◆ Your goal:
Copy out the data word for word, without any of its pictures.

◆ Input data:
※ ※ ※

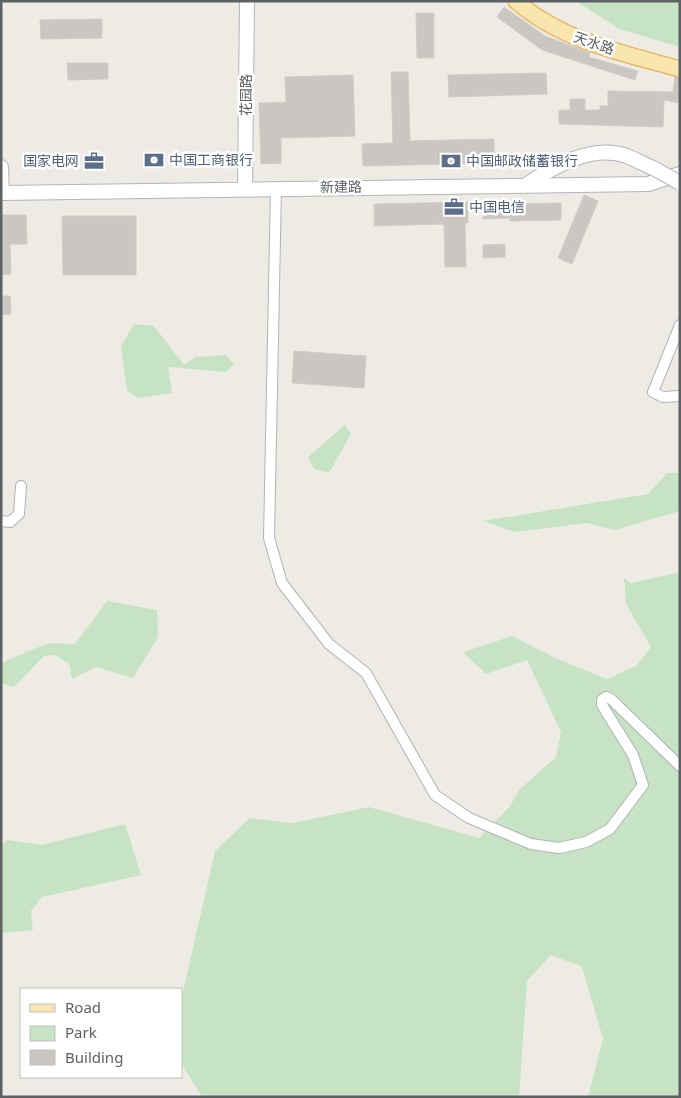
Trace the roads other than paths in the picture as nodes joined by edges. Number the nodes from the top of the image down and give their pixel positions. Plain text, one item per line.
1 (247, 1) edge
2 (516, 1) edge
3 (680, 69) edge
4 (1, 166) edge
5 (680, 174) edge
6 (680, 182) edge
7 (525, 185) junction
8 (245, 188) junction
9 (276, 188) junction
10 (1, 193) edge
11 (680, 324) edge
12 (680, 396) edge
13 (21, 486) dead end
14 (1, 521) edge
15 (680, 766) edge

1 - 8 main road, 花园路
2 - 3 main road, 天水路
4 - 10 main road
5 - 7 main road, 新建路
6 - 7 main road, bridge
7 - 9 main road, 新建路
8 - 9 main road, 新建路
8 - 10 main road, 新建路
9 - 15 street
11 - 12 street
13 - 14 street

※ ※ ※

◆ Written solution:
Trace the roads other than paths in the picture as nodes joined by edges. Number the nodes from the top of the image down and give their pixel positions. Plain text, one item per line.
1 (247, 1) edge
2 (516, 1) edge
3 (680, 69) edge
4 (1, 166) edge
5 (680, 174) edge
6 (680, 182) edge
7 (525, 185) junction
8 (245, 188) junction
9 (276, 188) junction
10 (1, 193) edge
11 (680, 324) edge
12 (680, 396) edge
13 (21, 486) dead end
14 (1, 521) edge
15 (680, 766) edge

1 - 8 main road, 花园路
2 - 3 main road, 天水路
4 - 10 main road
5 - 7 main road, 新建路
6 - 7 main road, bridge
7 - 9 main road, 新建路
8 - 9 main road, 新建路
8 - 10 main road, 新建路
9 - 15 street
11 - 12 street
13 - 14 street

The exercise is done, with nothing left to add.